The idea of Seapunk began as a confluence of:
[2025 Q4 Update] Following our research and discussions at SPC (Seapunk Proto-College) in September 2025, we have since expanded our thinking to a broader ‘Seasia’ / ‘Seasian’ (pronounced ‘seizure’ or ‘sea-zurn’) that we now think of as a maritime counterpart to the Eurasian ‘world-continent’ of international relations thinking.
Seasia, for us, decenters away from the ‘center’ that SEA is supposedly ‘south’ and ‘east’ of, and recenters around the connective ‘sea’ which runs and connects societies through history from Madagascar to Yokohama and Easter Island, and much more. The sea that covers 70% (and growing) of our planet’s surface, and out of which life began.
SEA is not just an assortment of neighboring nation-states, but a region profoundly shaped by its relationship to the sea, monsoons, and global trade routes, and all these entail. For much of its history, including today, a core defining role of the region has been as a bridge and link between South and East, both geographically between India and China, Yemen and Yokohama, but also culturally between the Global South and the Far East.
Despite being actively connected, there has never been a singular SEA empire, unlike many other regions.
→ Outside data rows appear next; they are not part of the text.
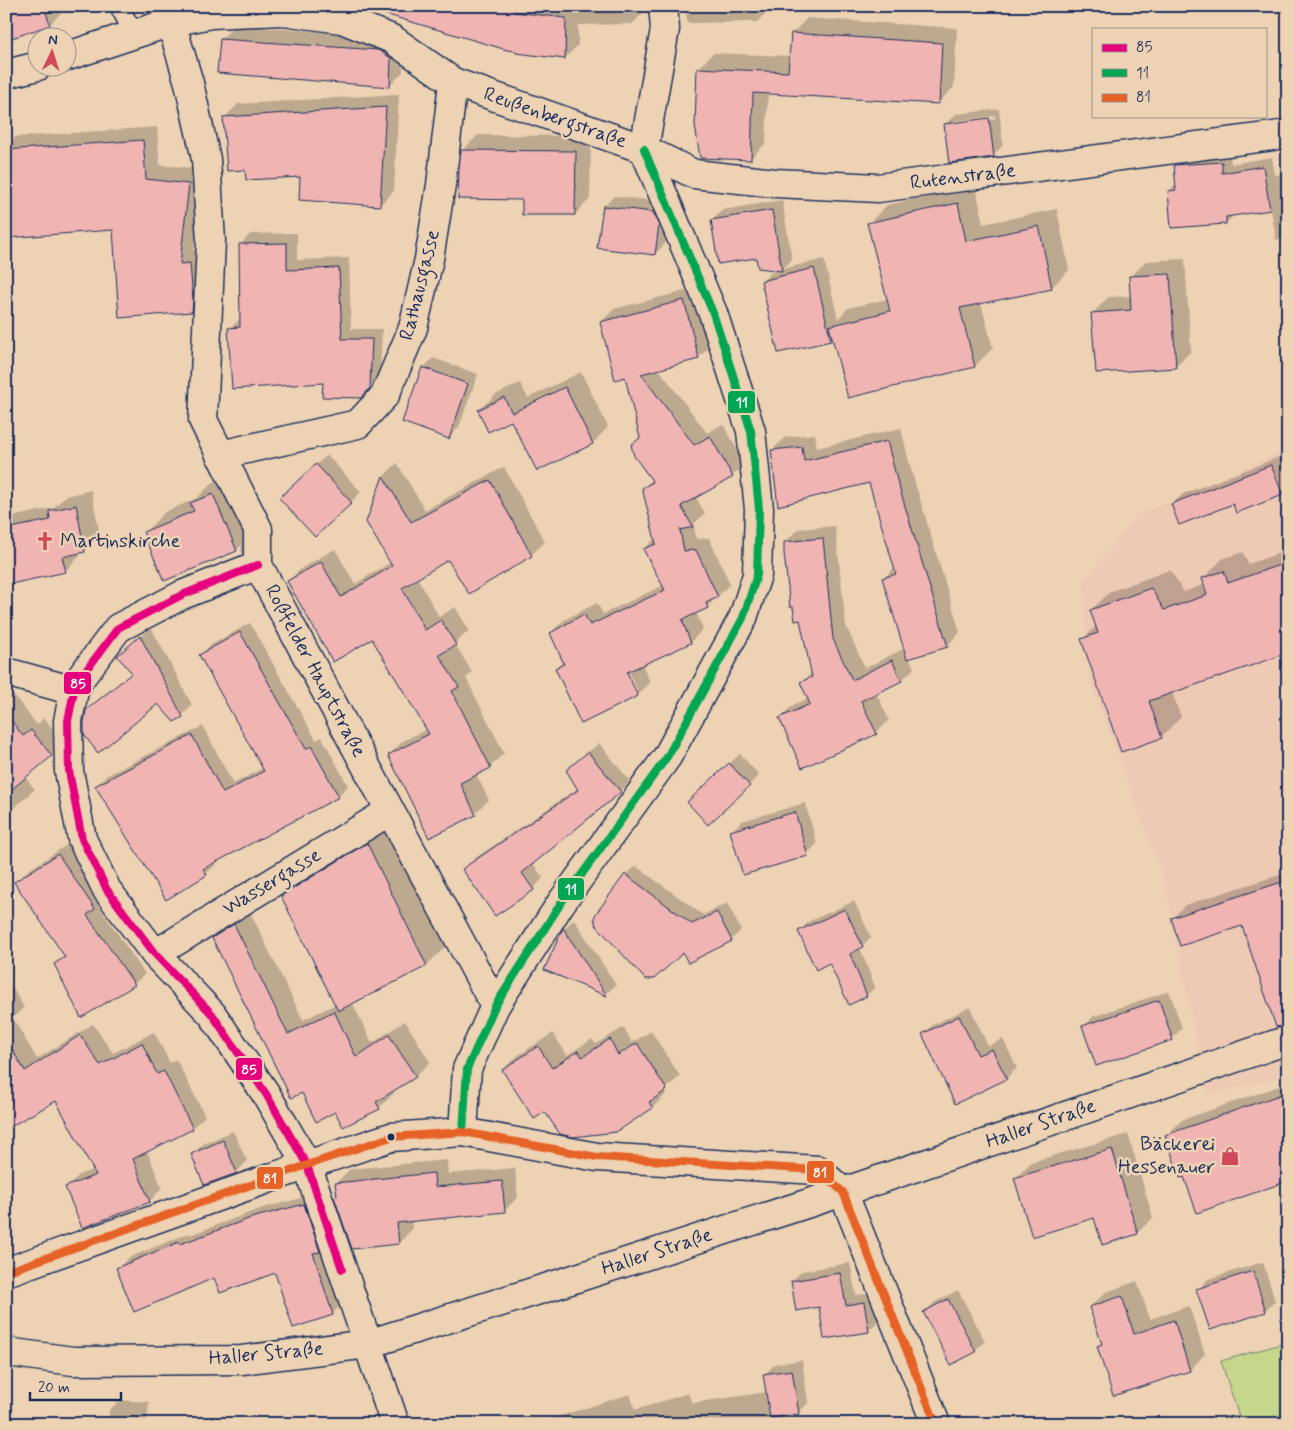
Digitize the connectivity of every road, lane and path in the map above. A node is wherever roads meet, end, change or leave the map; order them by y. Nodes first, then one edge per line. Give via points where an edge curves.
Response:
1 (119, 6) edge
2 (663, 6) edge
3 (171, 22) junction
4 (134, 34) junction
5 (78, 53) edge
6 (28, 68) edge
7 (6, 74) edge
8 (453, 82) junction
9 (1288, 134) edge
10 (644, 149) junction
11 (220, 455) junction
12 (258, 565) junction
13 (6, 672) edge
14 (74, 691) junction
15 (390, 810) junction
16 (155, 954) junction
17 (495, 1006) junction
18 (1288, 1040) edge
19 (463, 1132) junction
20 (307, 1165) junction
21 (843, 1192) junction
22 (6, 1272) edge
23 (368, 1344) junction
24 (6, 1352) edge
25 (396, 1424) edge
26 (936, 1424) edge

1 - 4 lane
2 - 10 street via 664,29
3 - 4 street, Reußenbergstraße
3 - 8 street, Reußenbergstraße via 211,14 282,11 342,19 392,39
3 - 11 street, Roßfelder Hauptstraße via 206,159 211,241 203,420
4 - 5 street, Reußenbergstraße
6 - 7 street
8 - 10 street, Reußenbergstraße
8 - 11 street, Rathausgasse via 429,258 413,328 385,395 358,424
9 - 10 street, Rutenstraße via 878,188 775,183 694,174
10 - 17 street, Reußenbergstraße via 713,313 751,431 759,509 757,575 743,618 667,757 561,903
11 - 12 street, Roßfelder Hauptstraße via 258,528
12 - 14 street via 182,595 118,628
12 - 15 street, Roßfelder Hauptstraße
13 - 14 street
14 - 16 street via 68,721 69,771 82,839 107,890
15 - 16 street, Wassergasse
15 - 17 street, Roßfelder Hauptstraße
16 - 20 street via 212,1014 266,1094
17 - 19 street, Reußenbergstraße via 467,1069
18 - 21 street, Haller Straße
19 - 20 street via 391,1137
19 - 21 street via 597,1157 818,1170
20 - 22 street
20 - 23 street
21 - 23 street, Haller Straße
21 - 26 street
23 - 24 street, Haller Straße via 242,1360 73,1361
23 - 25 street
Initial surveys of SEA lore suggest fragments of a shared SEA sensibility, at least across the world of maritime SEA (sometimes also known as Maritime or Insular / Island SEA, and partially overlapping with Monsoon Asia). Might these shared elements be sufficient to inform a SEA ‘seapunk’ sensibility?
Intensive rice cultivation and water management were the backbone of many SEA kingdoms. But even at their greatest, the reach of rice kingdoms was small compared to the extent of sea exchange. Greatness in SEA was more a function of plugging into the sea ‘game’ than local land conquest. While each kingdom and ruler had its ‘center’, the real ‘meta-center’ of SEA was the sea. No man, no people were as big as the sea.
To SEA, for centuries (at least prior to the 1500s), the sea provided connectivity without colonization. Interoperability without imperialism. Exchange without empire. While there were periods of strong centers and influence, the sea was rarely ever one power’s pond.
The spirit of punk is to embrace new tools or tech while rejecting the technocracy or authority they come with. Interestingly, this has deep resonance with the culture and history of SEA which, adjacent but not subject to the world’s trade routes, has a long and colorful history of adapting and repurposing global ideas and tools to suit local sensibilities – be they foods, textiles, languages, or even gods.
Seapunk has a rich, colorful and sea-centric tradition to draw from. But what future(s) might it draw up?